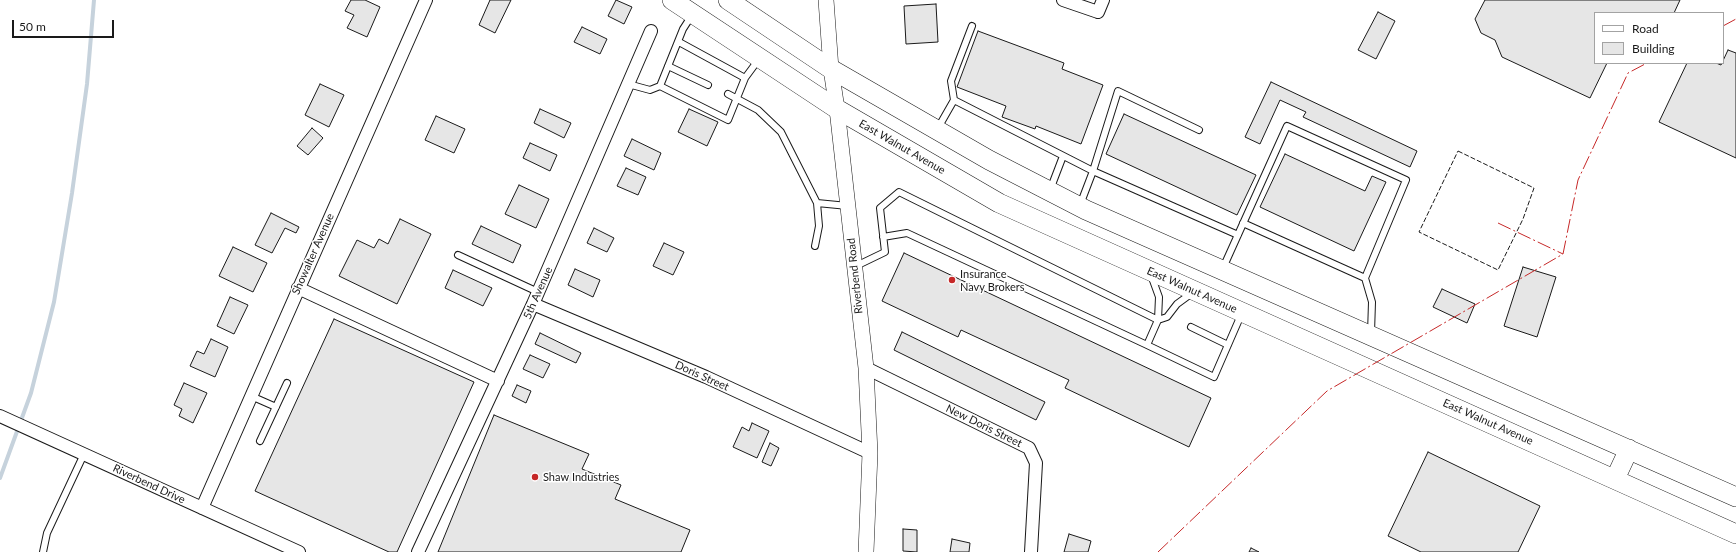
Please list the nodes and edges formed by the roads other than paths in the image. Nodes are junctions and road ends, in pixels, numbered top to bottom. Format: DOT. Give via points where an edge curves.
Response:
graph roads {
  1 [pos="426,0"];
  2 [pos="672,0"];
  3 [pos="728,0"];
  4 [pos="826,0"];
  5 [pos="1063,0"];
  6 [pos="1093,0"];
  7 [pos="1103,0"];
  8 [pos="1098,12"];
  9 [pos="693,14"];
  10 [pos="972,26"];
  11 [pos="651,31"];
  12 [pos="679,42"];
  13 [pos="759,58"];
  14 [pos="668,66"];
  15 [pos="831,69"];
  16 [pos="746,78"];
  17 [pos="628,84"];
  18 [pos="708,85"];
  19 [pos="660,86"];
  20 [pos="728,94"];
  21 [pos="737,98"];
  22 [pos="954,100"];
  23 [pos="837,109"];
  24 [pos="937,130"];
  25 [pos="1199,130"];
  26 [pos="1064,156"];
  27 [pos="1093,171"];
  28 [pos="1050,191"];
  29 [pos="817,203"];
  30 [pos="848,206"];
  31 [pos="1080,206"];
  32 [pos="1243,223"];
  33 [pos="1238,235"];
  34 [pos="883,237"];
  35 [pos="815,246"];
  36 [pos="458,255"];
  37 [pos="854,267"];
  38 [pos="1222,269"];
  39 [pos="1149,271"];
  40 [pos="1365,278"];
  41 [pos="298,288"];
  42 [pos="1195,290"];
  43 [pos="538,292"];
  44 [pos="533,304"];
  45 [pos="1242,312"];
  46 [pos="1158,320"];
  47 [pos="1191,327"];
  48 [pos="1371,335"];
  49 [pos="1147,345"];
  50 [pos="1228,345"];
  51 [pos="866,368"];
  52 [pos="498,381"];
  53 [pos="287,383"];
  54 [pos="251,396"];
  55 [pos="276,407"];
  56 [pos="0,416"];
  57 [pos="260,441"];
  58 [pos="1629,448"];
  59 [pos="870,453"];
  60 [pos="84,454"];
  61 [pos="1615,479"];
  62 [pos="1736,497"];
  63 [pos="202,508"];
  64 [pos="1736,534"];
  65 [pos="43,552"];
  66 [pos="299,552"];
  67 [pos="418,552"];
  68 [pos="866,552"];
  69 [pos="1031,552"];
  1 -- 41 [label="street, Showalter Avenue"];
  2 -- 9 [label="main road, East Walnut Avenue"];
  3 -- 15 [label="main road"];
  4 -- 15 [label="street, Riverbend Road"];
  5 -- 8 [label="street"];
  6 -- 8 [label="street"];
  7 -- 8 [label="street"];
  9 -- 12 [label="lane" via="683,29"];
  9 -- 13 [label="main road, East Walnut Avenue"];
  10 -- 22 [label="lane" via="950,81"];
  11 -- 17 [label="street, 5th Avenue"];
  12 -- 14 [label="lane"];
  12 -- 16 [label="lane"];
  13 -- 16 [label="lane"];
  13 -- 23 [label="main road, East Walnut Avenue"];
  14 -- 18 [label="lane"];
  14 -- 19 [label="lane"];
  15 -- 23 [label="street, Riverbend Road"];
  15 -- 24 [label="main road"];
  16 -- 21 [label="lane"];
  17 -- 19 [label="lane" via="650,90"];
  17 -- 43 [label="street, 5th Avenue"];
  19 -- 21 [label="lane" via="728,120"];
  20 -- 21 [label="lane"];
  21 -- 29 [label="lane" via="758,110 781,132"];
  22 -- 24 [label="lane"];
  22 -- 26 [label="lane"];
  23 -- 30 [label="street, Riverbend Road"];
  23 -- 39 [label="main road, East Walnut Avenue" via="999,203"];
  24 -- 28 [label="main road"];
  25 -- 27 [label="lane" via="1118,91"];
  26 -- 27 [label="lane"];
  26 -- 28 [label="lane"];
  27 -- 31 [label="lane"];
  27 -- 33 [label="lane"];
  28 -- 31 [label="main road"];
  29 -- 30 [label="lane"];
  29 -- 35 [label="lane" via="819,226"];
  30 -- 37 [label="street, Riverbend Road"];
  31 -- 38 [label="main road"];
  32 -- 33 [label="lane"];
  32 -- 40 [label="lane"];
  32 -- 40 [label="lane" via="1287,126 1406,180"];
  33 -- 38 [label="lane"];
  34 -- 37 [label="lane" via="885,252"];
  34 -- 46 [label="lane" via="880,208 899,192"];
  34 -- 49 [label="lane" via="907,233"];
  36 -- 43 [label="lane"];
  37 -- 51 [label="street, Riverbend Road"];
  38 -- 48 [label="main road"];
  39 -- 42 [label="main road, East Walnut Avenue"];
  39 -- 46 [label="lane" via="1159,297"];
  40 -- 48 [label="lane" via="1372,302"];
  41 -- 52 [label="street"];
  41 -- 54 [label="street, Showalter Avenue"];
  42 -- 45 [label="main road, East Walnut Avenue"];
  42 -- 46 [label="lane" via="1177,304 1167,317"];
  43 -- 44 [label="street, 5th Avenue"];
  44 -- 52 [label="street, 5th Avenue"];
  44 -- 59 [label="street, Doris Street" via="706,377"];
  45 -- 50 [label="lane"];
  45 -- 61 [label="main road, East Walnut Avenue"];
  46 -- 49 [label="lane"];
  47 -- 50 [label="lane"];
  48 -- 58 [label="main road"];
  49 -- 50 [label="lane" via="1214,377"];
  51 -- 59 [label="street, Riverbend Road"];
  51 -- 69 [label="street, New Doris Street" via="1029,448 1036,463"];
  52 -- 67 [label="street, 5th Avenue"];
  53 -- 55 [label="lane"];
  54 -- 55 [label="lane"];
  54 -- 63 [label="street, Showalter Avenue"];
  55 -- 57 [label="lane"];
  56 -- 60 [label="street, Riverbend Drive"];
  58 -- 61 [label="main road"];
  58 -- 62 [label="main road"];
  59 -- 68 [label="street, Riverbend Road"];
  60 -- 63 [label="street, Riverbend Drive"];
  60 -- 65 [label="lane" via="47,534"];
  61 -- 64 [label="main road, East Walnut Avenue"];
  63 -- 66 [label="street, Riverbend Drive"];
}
------------------------------------------------------------
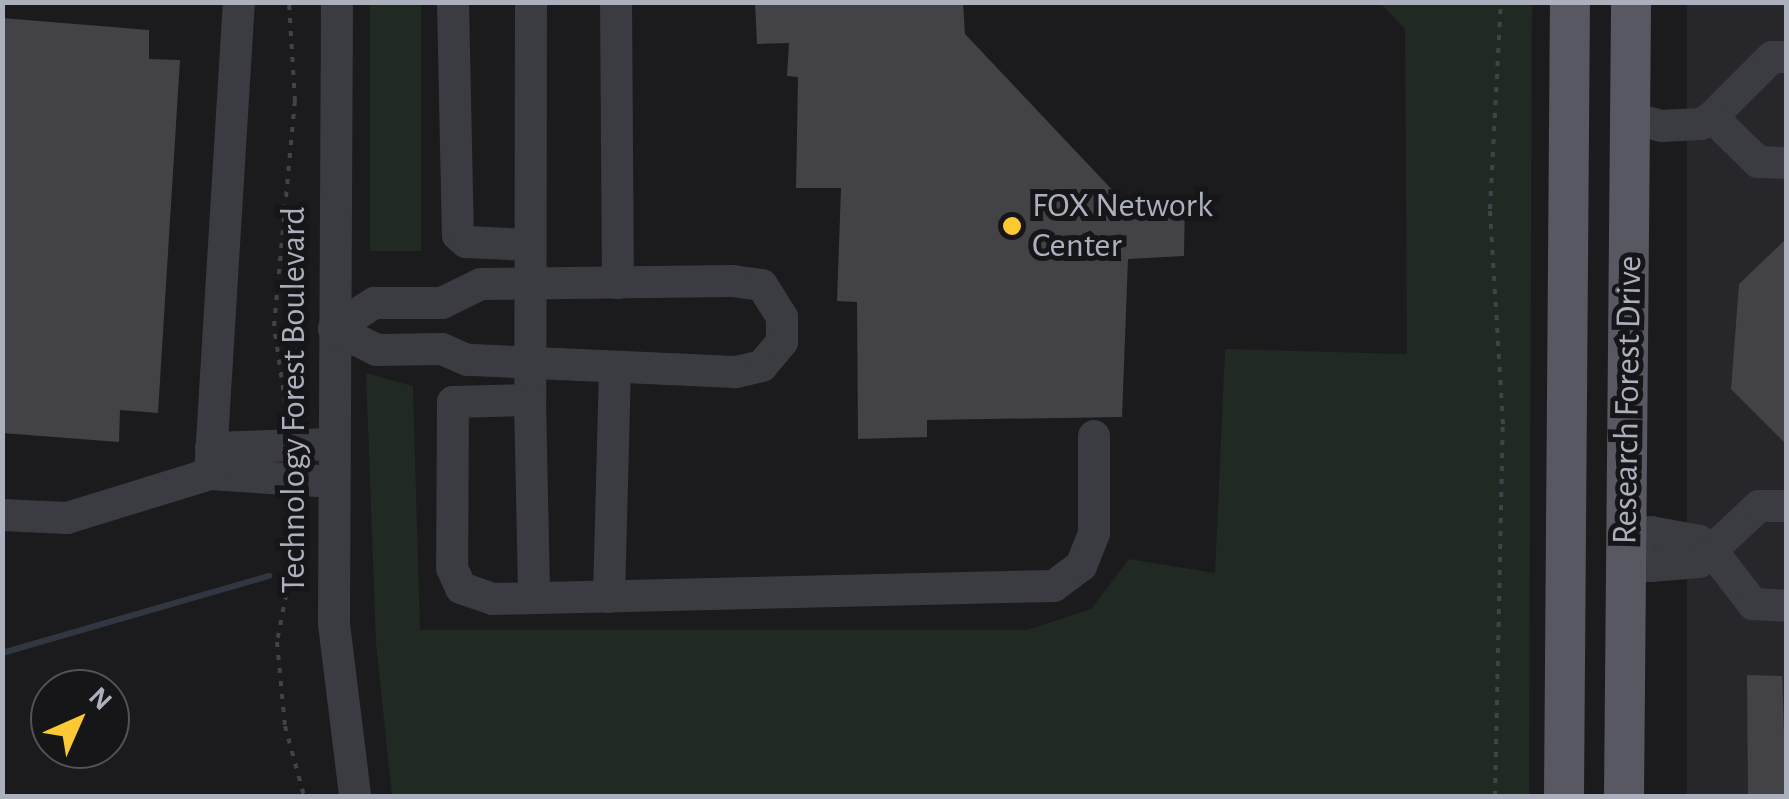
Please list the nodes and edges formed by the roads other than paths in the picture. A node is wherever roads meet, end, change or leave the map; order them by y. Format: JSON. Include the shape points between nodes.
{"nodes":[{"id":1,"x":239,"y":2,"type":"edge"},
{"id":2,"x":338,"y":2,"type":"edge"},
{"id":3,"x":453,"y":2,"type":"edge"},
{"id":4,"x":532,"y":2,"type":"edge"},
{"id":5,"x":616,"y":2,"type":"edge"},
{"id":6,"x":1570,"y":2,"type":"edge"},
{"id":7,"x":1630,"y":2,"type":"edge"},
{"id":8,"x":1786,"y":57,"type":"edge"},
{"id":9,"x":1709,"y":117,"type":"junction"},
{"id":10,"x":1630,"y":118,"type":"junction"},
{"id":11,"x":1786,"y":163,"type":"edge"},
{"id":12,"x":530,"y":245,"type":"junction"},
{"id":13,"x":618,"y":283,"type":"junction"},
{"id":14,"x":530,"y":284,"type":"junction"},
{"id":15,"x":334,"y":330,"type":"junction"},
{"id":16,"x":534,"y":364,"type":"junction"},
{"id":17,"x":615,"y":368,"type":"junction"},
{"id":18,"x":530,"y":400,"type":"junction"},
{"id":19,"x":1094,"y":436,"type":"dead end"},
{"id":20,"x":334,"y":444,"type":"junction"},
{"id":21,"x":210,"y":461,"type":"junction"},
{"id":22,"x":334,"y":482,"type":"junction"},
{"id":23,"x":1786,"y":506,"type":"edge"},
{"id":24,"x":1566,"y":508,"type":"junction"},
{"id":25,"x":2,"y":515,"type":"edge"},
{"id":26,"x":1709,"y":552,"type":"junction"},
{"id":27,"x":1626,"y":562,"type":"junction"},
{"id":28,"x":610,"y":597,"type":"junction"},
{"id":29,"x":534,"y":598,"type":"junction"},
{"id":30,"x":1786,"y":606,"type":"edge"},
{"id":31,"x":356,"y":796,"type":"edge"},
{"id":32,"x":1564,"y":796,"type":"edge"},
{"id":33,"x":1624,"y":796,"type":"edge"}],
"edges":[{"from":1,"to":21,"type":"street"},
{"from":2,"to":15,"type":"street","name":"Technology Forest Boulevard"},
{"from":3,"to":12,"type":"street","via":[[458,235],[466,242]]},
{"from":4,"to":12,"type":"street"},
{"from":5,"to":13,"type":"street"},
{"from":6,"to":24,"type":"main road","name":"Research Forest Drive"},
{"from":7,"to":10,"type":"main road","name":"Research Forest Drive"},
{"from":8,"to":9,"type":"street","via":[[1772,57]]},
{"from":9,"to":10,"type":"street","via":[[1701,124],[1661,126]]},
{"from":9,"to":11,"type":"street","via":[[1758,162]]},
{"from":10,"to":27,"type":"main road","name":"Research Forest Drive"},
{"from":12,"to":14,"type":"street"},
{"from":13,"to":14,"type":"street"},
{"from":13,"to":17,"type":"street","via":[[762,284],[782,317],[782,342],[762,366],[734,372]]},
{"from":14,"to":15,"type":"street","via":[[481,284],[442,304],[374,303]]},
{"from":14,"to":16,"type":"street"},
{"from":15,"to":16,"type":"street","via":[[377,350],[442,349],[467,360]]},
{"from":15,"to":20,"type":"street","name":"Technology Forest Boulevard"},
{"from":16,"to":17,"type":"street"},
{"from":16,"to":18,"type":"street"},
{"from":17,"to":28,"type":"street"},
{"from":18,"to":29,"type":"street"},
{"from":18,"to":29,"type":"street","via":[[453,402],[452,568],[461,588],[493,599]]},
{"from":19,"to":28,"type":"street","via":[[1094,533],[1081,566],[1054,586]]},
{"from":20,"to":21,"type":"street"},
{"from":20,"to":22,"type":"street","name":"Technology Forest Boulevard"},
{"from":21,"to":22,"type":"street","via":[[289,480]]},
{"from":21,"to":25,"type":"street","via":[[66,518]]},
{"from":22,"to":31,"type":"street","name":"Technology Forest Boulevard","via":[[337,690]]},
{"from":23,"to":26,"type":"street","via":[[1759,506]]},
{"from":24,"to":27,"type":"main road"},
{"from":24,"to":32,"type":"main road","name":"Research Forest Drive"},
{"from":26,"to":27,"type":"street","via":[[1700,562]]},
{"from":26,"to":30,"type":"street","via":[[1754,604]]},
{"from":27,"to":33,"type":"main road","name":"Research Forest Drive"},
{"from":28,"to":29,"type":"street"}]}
------------------------------------------------------------
What to work on | Using the records above, count the lines containing "Doris". Give no words besides the number.

Answer for the task | 2